Another Kind of Radical Market
The book as a whole tends to focus on centralized reforms that could be implemented on an economy from the top down, even if their intended long-term effect is to push more decision-making power to individuals. The proposals involve large-scale restructurings of how property rights work, how voting works, how immigration and antitrust law works, and how individuals see their relationship with property, money, prices and society. But there is also the potential to use economics and game theory to come up with decentralized economic institutions that could be adopted by smaller groups of people at a time.
Perhaps the most famous examples of decentralized institutions from game theory and economics land are (i) assurance contracts, and (ii) prediction markets. An assurance contract is a system where some public good is funded by giving anyone the opportunity to pledge money, and only collecting the pledges if the total amount pledged exceeds some threshold. This ensures that people can donate money knowing that either they will get their money back or there actually will be enough to achieve some objective. A possible extension of this concept is Alex Tabarrok’s dominant assurance contracts, where an entrepreneur offers to refund participants more than 100% of their deposits if a given assurance contract does not raise enough money.

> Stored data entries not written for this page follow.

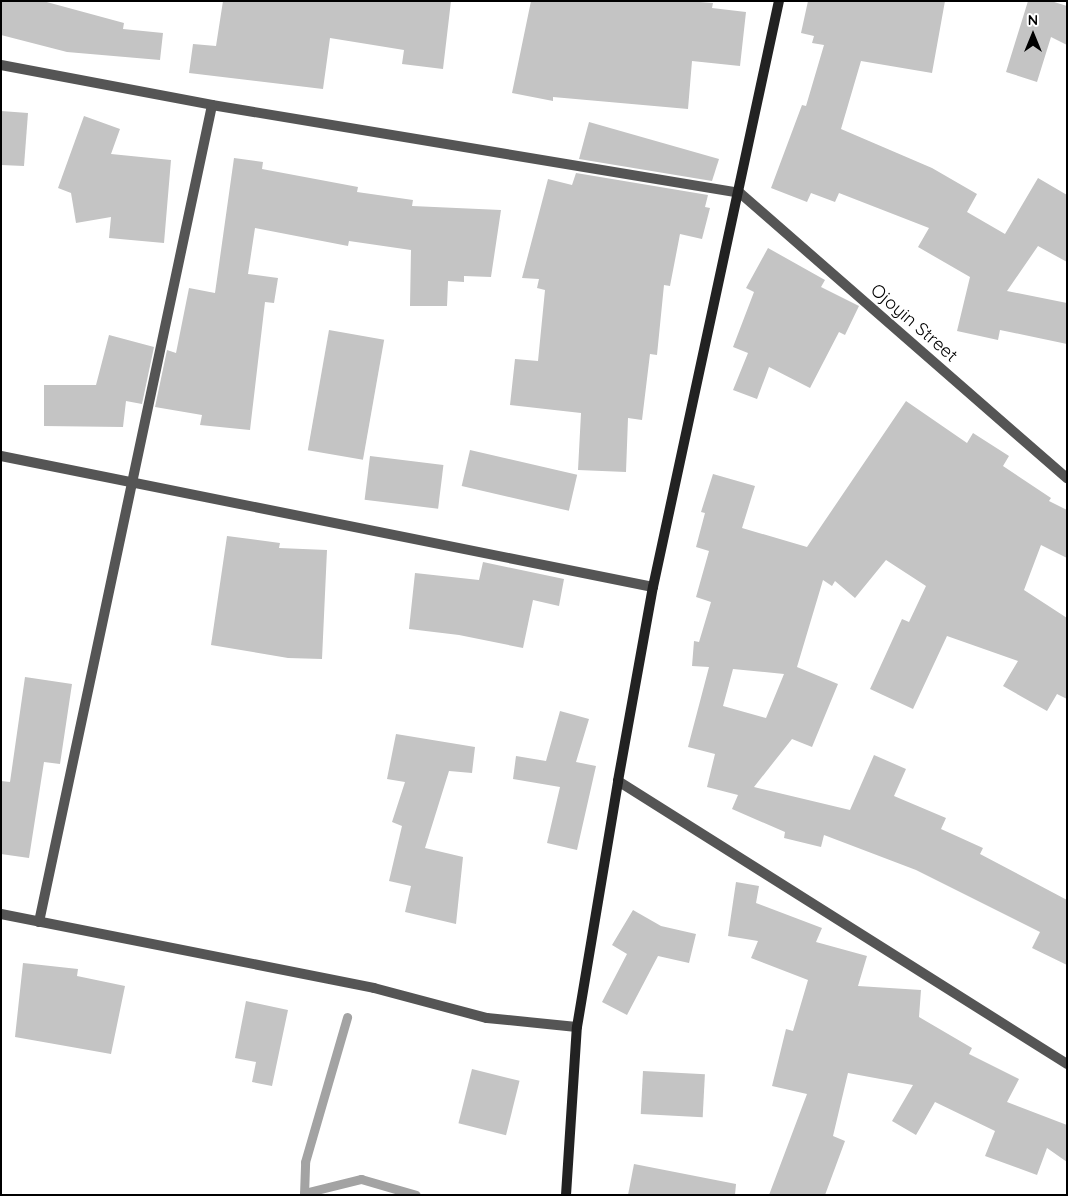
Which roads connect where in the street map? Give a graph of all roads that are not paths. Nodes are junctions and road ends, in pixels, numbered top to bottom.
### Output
1 (779, 1) edge
2 (1, 65) edge
3 (212, 105) junction
4 (740, 194) junction
5 (1, 456) edge
6 (1067, 478) edge
7 (133, 483) junction
8 (653, 587) junction
9 (618, 781) junction
10 (1, 914) edge
11 (39, 922) junction
12 (576, 1026) junction
13 (1067, 1064) edge
14 (566, 1195) edge

1 - 4 street
2 - 3 street
3 - 4 street
3 - 7 street
4 - 6 street, Ojoyin Street
4 - 8 street
5 - 7 street
7 - 8 street
7 - 11 street
8 - 9 street
9 - 12 street
9 - 13 street
10 - 11 street
11 - 12 street
12 - 14 street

Prediction markets allow people to bet on the probability that events will happen, potentially even conditional on some action being taken (“I bet $20 that unemployment will go down if candidate X wins the election”); there are techniques for people interested in the information to subsidize the markets. Any attempt to manipulate the probability that a prediction market shows simply creates an opportunity for people to earn free money (yes I know, risk aversion and capital efficiency etc etc; still close to free) by betting against the manipulator.
Posner and Weyl do give one example of what I would call a decentralized institution: a game for choosing who gets an asset in the event of a divorce or a company splitting in half, where both sides provide their own valuation, the person with the higher valuation gets the item, but they must then give an amount equal to half the average of the two valuations to the loser. There’s some economic reasoning by which this solution, while not perfect, is still close to mathematically optimal.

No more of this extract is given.